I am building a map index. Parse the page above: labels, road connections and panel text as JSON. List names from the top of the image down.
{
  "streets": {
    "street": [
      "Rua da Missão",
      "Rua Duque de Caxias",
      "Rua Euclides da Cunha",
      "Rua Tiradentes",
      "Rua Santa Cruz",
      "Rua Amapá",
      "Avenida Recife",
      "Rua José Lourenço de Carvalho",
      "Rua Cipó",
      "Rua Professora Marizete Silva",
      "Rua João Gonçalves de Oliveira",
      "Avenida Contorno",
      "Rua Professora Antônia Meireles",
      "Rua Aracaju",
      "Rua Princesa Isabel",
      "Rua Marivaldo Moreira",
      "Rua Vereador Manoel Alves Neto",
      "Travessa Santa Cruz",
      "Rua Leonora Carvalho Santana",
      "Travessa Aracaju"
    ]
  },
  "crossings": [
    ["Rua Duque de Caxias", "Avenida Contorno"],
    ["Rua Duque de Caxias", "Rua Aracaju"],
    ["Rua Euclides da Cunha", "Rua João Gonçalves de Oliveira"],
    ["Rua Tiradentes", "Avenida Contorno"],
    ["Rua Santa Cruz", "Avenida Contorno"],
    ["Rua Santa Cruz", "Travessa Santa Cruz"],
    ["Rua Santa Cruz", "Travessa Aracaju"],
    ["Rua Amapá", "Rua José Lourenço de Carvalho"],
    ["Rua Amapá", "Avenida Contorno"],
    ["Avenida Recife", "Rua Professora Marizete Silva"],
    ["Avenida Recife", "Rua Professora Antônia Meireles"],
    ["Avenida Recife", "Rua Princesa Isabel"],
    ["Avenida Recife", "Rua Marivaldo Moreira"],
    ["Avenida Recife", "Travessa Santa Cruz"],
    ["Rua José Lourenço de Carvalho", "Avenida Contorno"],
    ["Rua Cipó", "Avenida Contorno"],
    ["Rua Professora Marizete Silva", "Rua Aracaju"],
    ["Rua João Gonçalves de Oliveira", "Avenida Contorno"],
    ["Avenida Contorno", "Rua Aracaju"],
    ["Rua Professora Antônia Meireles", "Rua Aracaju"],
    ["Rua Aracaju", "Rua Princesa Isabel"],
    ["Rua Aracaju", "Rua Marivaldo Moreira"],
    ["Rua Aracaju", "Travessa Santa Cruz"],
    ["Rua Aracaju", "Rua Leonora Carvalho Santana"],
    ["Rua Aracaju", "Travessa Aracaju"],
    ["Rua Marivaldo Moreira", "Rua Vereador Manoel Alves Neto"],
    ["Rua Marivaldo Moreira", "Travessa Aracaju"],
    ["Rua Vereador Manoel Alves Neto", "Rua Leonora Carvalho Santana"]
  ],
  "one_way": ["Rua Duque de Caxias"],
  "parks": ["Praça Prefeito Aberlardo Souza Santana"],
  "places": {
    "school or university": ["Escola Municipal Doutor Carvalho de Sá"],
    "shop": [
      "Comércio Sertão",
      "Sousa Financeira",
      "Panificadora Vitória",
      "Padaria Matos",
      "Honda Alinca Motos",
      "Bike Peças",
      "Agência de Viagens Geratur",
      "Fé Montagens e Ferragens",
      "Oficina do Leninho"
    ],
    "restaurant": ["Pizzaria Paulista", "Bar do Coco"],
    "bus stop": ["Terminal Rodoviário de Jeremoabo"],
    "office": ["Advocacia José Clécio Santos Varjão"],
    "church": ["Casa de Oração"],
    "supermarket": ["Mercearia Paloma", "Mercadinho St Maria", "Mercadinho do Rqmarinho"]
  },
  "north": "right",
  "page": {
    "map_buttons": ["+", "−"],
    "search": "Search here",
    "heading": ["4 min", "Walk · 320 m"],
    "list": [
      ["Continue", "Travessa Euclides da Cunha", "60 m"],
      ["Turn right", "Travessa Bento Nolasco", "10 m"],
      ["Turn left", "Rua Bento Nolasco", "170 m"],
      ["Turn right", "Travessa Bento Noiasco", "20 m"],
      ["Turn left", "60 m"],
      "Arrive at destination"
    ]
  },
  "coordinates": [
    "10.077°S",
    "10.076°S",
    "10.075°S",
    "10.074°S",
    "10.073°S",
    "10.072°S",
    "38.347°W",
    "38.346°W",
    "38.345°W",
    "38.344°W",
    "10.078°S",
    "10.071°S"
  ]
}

++++++++++

The records above must be transcribed line for line, exactly.

I am building a map index. Parse the page above: labels, road connections and panel text as JSON. List names from the top of the image down.
{
  "streets": {
    "street": [
      "Rua da Missão",
      "Rua Duque de Caxias",
      "Rua Euclides da Cunha",
      "Rua Tiradentes",
      "Rua Santa Cruz",
      "Rua Amapá",
      "Avenida Recife",
      "Rua José Lourenço de Carvalho",
      "Rua Cipó",
      "Rua Professora Marizete Silva",
      "Rua João Gonçalves de Oliveira",
      "Avenida Contorno",
      "Rua Professora Antônia Meireles",
      "Rua Aracaju",
      "Rua Princesa Isabel",
      "Rua Marivaldo Moreira",
      "Rua Vereador Manoel Alves Neto",
      "Travessa Santa Cruz",
      "Rua Leonora Carvalho Santana",
      "Travessa Aracaju"
    ]
  },
  "crossings": [
    ["Rua Duque de Caxias", "Avenida Contorno"],
    ["Rua Duque de Caxias", "Rua Aracaju"],
    ["Rua Euclides da Cunha", "Rua João Gonçalves de Oliveira"],
    ["Rua Tiradentes", "Avenida Contorno"],
    ["Rua Santa Cruz", "Avenida Contorno"],
    ["Rua Santa Cruz", "Travessa Santa Cruz"],
    ["Rua Santa Cruz", "Travessa Aracaju"],
    ["Rua Amapá", "Rua José Lourenço de Carvalho"],
    ["Rua Amapá", "Avenida Contorno"],
    ["Avenida Recife", "Rua Professora Marizete Silva"],
    ["Avenida Recife", "Rua Professora Antônia Meireles"],
    ["Avenida Recife", "Rua Princesa Isabel"],
    ["Avenida Recife", "Rua Marivaldo Moreira"],
    ["Avenida Recife", "Travessa Santa Cruz"],
    ["Rua José Lourenço de Carvalho", "Avenida Contorno"],
    ["Rua Cipó", "Avenida Contorno"],
    ["Rua Professora Marizete Silva", "Rua Aracaju"],
    ["Rua João Gonçalves de Oliveira", "Avenida Contorno"],
    ["Avenida Contorno", "Rua Aracaju"],
    ["Rua Professora Antônia Meireles", "Rua Aracaju"],
    ["Rua Aracaju", "Rua Princesa Isabel"],
    ["Rua Aracaju", "Rua Marivaldo Moreira"],
    ["Rua Aracaju", "Travessa Santa Cruz"],
    ["Rua Aracaju", "Rua Leonora Carvalho Santana"],
    ["Rua Aracaju", "Travessa Aracaju"],
    ["Rua Marivaldo Moreira", "Rua Vereador Manoel Alves Neto"],
    ["Rua Marivaldo Moreira", "Travessa Aracaju"],
    ["Rua Vereador Manoel Alves Neto", "Rua Leonora Carvalho Santana"]
  ],
  "one_way": ["Rua Duque de Caxias"],
  "parks": ["Praça Prefeito Aberlardo Souza Santana"],
  "places": {
    "school or university": ["Escola Municipal Doutor Carvalho de Sá"],
    "shop": [
      "Comércio Sertão",
      "Sousa Financeira",
      "Panificadora Vitória",
      "Padaria Matos",
      "Honda Alinca Motos",
      "Bike Peças",
      "Agência de Viagens Geratur",
      "Fé Montagens e Ferragens",
      "Oficina do Leninho"
    ],
    "restaurant": ["Pizzaria Paulista", "Bar do Coco"],
    "bus stop": ["Terminal Rodoviário de Jeremoabo"],
    "office": ["Advocacia José Clécio Santos Varjão"],
    "church": ["Casa de Oração"],
    "supermarket": ["Mercearia Paloma", "Mercadinho St Maria", "Mercadinho do Rqmarinho"]
  },
  "north": "right",
  "page": {
    "map_buttons": ["+", "−"],
    "search": "Search here",
    "heading": ["4 min", "Walk · 320 m"],
    "list": [
      ["Continue", "Travessa Euclides da Cunha", "60 m"],
      ["Turn right", "Travessa Bento Nolasco", "10 m"],
      ["Turn left", "Rua Bento Nolasco", "170 m"],
      ["Turn right", "Travessa Bento Noiasco", "20 m"],
      ["Turn left", "60 m"],
      "Arrive at destination"
    ]
  },
  "coordinates": [
    "10.077°S",
    "10.076°S",
    "10.075°S",
    "10.074°S",
    "10.073°S",
    "10.072°S",
    "38.347°W",
    "38.346°W",
    "38.345°W",
    "38.344°W",
    "10.078°S",
    "10.071°S"
  ]
}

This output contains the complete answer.